Le président du Niger demande " un mandat plus offensif " pour la force de l'ONU au Mali

Le président du Niger, Mahamadou Issoufou, dont les forces de sécurité ont été frappées à plusieurs reprises ces dernières semaines par des groupes jihadistes venus du Mali, a demandé samedi "un mandat plus offensif" pour la force onusienne dans ce pays voisin.
 
"Il faut que la Minusma (la Mission de l'ONU au Mali) ait un mandat plus offensif", a affirmé Mahamadou Issoufou à l'occasion de la venue au Niger du président malien Ibrahim Boubacar Keïta, qui a déjà formulé cette exigence à maintes reprises.
 
"La Minusma ne peut plus être passive et compter les morts", "nos éléments ne sont pas là pour servir de chair à canon", a lancé "IBK" en demandant également "un renforcement" du mandat onusien lors d'une conférence de presse.
 
"Si le Niger a été victime récemment d'attaques, cela montre bien que les menaces terroristes n'ont pas disparu" dans le Nord malien voisin du Niger, a observé le président nigérien, qui propose une "synergie" entre Barkhane, l'opération française dans le Sahel, la Minusma et les troupes des pays de la zone.
 
L'ouest du Niger, proche du Mali, a été victime de trois attaques depuis fin octobre, faisant une dizaine de tués, essentiellement des militaires.
Le Mouvement pour l'unicité et le jihad en Afrique de l'Ouest (Mujao), lié à Al-Qaïda, a revendiqué la plus sanglante, qui a coûté la vie fin octobre à neuf membres des forces de sécurité.
 
Fin septembre, l'ONU s'était inquiétée de la résurgence "incontestable" des jihadistes dans le nord du Mali, où plusieurs soldats de l'ONU ont été tués ces derniers mois, les Tchadiens en particulier ayant payé un lourd tribut depuis leur engagement au Mali.

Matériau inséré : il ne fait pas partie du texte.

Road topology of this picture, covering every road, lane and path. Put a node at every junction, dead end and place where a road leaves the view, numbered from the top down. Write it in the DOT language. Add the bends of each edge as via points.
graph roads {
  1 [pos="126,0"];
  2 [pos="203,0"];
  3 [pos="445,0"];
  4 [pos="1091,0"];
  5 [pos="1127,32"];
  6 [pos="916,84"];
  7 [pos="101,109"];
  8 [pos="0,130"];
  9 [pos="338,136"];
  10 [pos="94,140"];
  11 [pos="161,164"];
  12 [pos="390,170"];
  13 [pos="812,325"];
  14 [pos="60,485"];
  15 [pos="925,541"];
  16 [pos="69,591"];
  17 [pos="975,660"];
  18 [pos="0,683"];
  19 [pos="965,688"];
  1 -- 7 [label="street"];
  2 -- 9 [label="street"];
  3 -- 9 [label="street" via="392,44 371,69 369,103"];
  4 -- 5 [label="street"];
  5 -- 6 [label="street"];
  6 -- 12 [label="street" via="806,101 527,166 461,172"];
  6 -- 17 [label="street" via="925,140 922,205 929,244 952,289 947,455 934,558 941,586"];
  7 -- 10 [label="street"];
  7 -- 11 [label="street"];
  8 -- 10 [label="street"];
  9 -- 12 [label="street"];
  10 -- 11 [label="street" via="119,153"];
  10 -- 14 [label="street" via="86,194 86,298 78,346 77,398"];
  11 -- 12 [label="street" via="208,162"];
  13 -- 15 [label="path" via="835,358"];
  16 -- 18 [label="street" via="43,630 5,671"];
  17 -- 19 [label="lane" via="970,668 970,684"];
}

L'assaut le plus meurtrier contre l'ONU avait été perpétré le 3 octobre dans une localité de la région de Gao (nord-est du Mali) contre un convoi de militaires nigériens. Neuf soldats avaient été tués.
 
D'après des chiffres de l'ONU, au 1er septembre, la Minusma comptait près de 9.300 membres de forces militaires et de police au Mali - dont quelque 1.200 Tchadiens et 900 Nigériens -, essentiellement déployés dans les régions du Nord.